__RECORDS FOR THE TASK__:

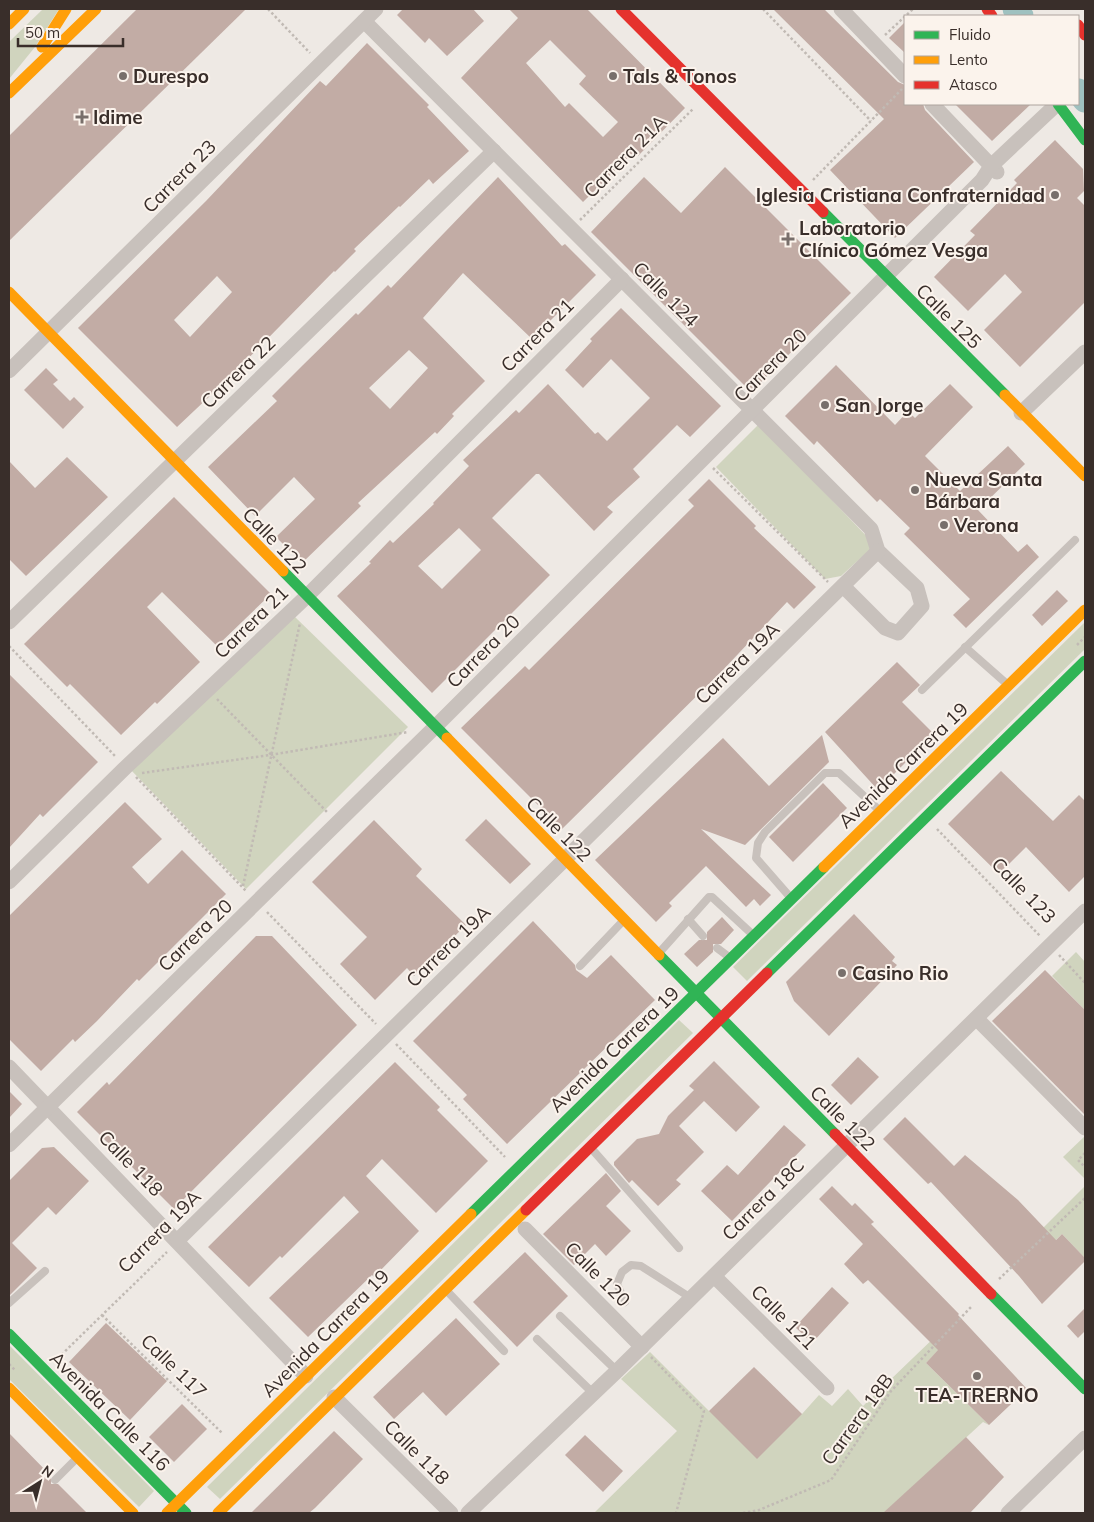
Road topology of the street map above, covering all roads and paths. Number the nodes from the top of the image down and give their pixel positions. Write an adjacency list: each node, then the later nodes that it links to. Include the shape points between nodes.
1 (24, 9): 11 (main road)
2 (66, 9): 16 (main road)
3 (96, 9): 17 (main road)
4 (268, 9): 13 (path)
5 (376, 9): 10 (street, Carrera 23)
6 (621, 9): 27 (main road, Calle 125)
7 (763, 9): 21 (path)
8 (841, 9): 12 (street)
9 (904, 17): 12 (path)
10 (364, 21): 13 (street, Carrera 23); 23 (street, Calle 124)
11 (9, 24)
12 (875, 44): 14 (street)
13 (320, 64): 30 (street, Carrera 23)
14 (904, 75)
15 (904, 87): 21 (path)
16 (9, 89)
17 (9, 93)
18 (698, 103): 26 (path, Carrera 21A)
19 (933, 105): 24 (street)
20 (1059, 106): 22 (main road); 24 (street, Carrera 20)
21 (871, 121): 25 (path)
22 (1085, 140)
23 (494, 151): 26 (street, Calle 124); 36 (street, Carrera 22)
24 (994, 169): 27 (street, Carrera 20)
25 (810, 183)
26 (572, 229): 28 (street, Calle 124)
27 (886, 277): 33 (street, Carrera 20); 34 (main road, Calle 125)
28 (622, 279): 33 (street, Calle 124); 41 (street, Carrera 21)
29 (9, 292): 30 (main road, Calle 122)
30 (48, 333): 32 (street, Carrera 23); 36 (main road, Calle 122)
31 (1085, 352): 34 (street)
32 (9, 371)
33 (753, 410): 35 (street, Carrera 20); 39 (street, Calle 124, via 871,529)
34 (1022, 413): 37 (main road, Calle 125)
35 (704, 459): 40 (path); 50 (street, Carrera 20)
36 (174, 462): 41 (main road, Calle 122); 44 (street, Carrera 22)
37 (1085, 476)
38 (1076, 540): 45 (lane)
39 (878, 551): 40 (street, Carrera 19A); 40 (street, Calle 124, via 918,588 922,606 898,633 885,628)
40 (841, 589): 57 (street, Carrera 19A)
41 (306, 597): 49 (street, Carrera 21); 50 (main road, Calle 122)
42 (1085, 610): 47 (main road, Avenida Carrera 19)
43 (301, 616): 52 (path)
44 (9, 622)
45 (965, 647): 47 (lane); 48 (lane)
46 (1085, 661): 74 (main road)
47 (1009, 685): 54 (main road, Avenida Carrera 19)
48 (922, 690)
49 (209, 691): 52 (path); 58 (street, Carrera 21)
50 (435, 728): 55 (street, Carrera 20); 57 (main road, Calle 122)
51 (416, 731): 52 (path)
52 (270, 755): 53 (path); 55 (path); 59 (path)
53 (133, 774)
54 (881, 811): 60 (main road, Avenida Carrera 19); 60 (lane, via 839,773 825,773 765,832 758,843 756,858)
55 (338, 822): 76 (street, Carrera 20)
56 (934, 826): 66 (path, Calle 123)
57 (565, 859): 63 (main road, Calle 122); 85 (street, Carrera 19A)
58 (9, 882)
59 (242, 887)
60 (791, 899): 65 (main road, Avenida Carrera 19)
61 (1085, 911): 66 (street, Carrera 18C)
62 (688, 919): 64 (lane); 65 (lane, via 712,897); 68 (lane)
63 (624, 920): 68 (main road, Calle 122); 70 (lane)
64 (703, 936)
65 (754, 936): 69 (main road, Avenida Carrera 19)
66 (1050, 946): 71 (path, Calle 123); 73 (street, Carrera 18C)
67 (717, 948): 69 (lane)
68 (658, 955): 72 (main road, Calle 122)
69 (731, 959): 72 (main road, Avenida Carrera 19)
70 (580, 966)
71 (1085, 983)
72 (696, 993): 74 (main road, Calle 122); 103 (main road, Avenida Carrera 19)
73 (977, 1019): 77 (street); 79 (street, Carrera 18C)
74 (722, 1020): 79 (main road, Calle 122); 80 (main road)
75 (9, 1067): 76 (street, Calle 118)
76 (48, 1107): 78 (street, Carrera 20); 85 (street, Calle 118)
77 (1085, 1128)
78 (9, 1145)
79 (846, 1146): 88 (street, Carrera 18C); 106 (main road, Calle 122)
80 (591, 1148): 86 (lane); 90 (main road)
81 (1085, 1153): 82 (path, via 1078,1160)
82 (1085, 1167)
83 (1085, 1198): 89 (path)
84 (525, 1229): 99 (street, Calle 120)
85 (178, 1240): 95 (path, Carrera 19A); 103 (street, Calle 118)
86 (679, 1248)
87 (45, 1271): 93 (lane)
88 (714, 1276): 91 (street, Carrera 18C); 105 (street, Calle 121)
89 (996, 1281)
90 (445, 1289): 100 (lane); 108 (main road)
91 (691, 1298): 92 (lane, via 641,1266 631,1265 622,1272 617,1284); 99 (street, Carrera 18C)
92 (625, 1302)
93 (9, 1303)
94 (972, 1306): 114 (path, Carrera 18B, via 891,1392 831,1480)
95 (102, 1315): 101 (path, Carrera 19A); 109 (path, Calle 117)
96 (560, 1316): 102 (lane)
97 (9, 1334): 101 (main road, Avenida Calle 116)
98 (537, 1339): 107 (lane)
99 (642, 1347): 102 (street, Carrera 18C); 121 (path, via 704,1411)
100 (504, 1351)
101 (45, 1371): 113 (main road, Avenida Calle 116)
102 (617, 1371): 107 (street, Carrera 18C)
103 (306, 1376): 113 (main road, Avenida Carrera 19)
104 (9, 1388): 111 (main road)
105 (827, 1388)
106 (1085, 1389)
107 (594, 1394): 120 (street, Carrera 18C)
108 (334, 1397): 118 (main road); 119 (street, Calle 118)
109 (226, 1437)
110 (1085, 1438): 123 (street)
111 (77, 1457): 112 (lane); 115 (main road)
112 (55, 1480)
113 (177, 1504): 116 (main road, Avenida Carrera 19); 117 (main road, Avenida Calle 116)
114 (759, 1512): 122 (path, Carrera 18B)
115 (134, 1513)
116 (167, 1513)
117 (186, 1513)
118 (218, 1513)
119 (451, 1513)
120 (468, 1513)
121 (676, 1513)
122 (743, 1513)
123 (1008, 1513)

__TASK REQUIREMENTS__: For every line above in which the string "Avenida" appears, add one; please give the final count and nothing else.

__EXERCISE RESULT__: 11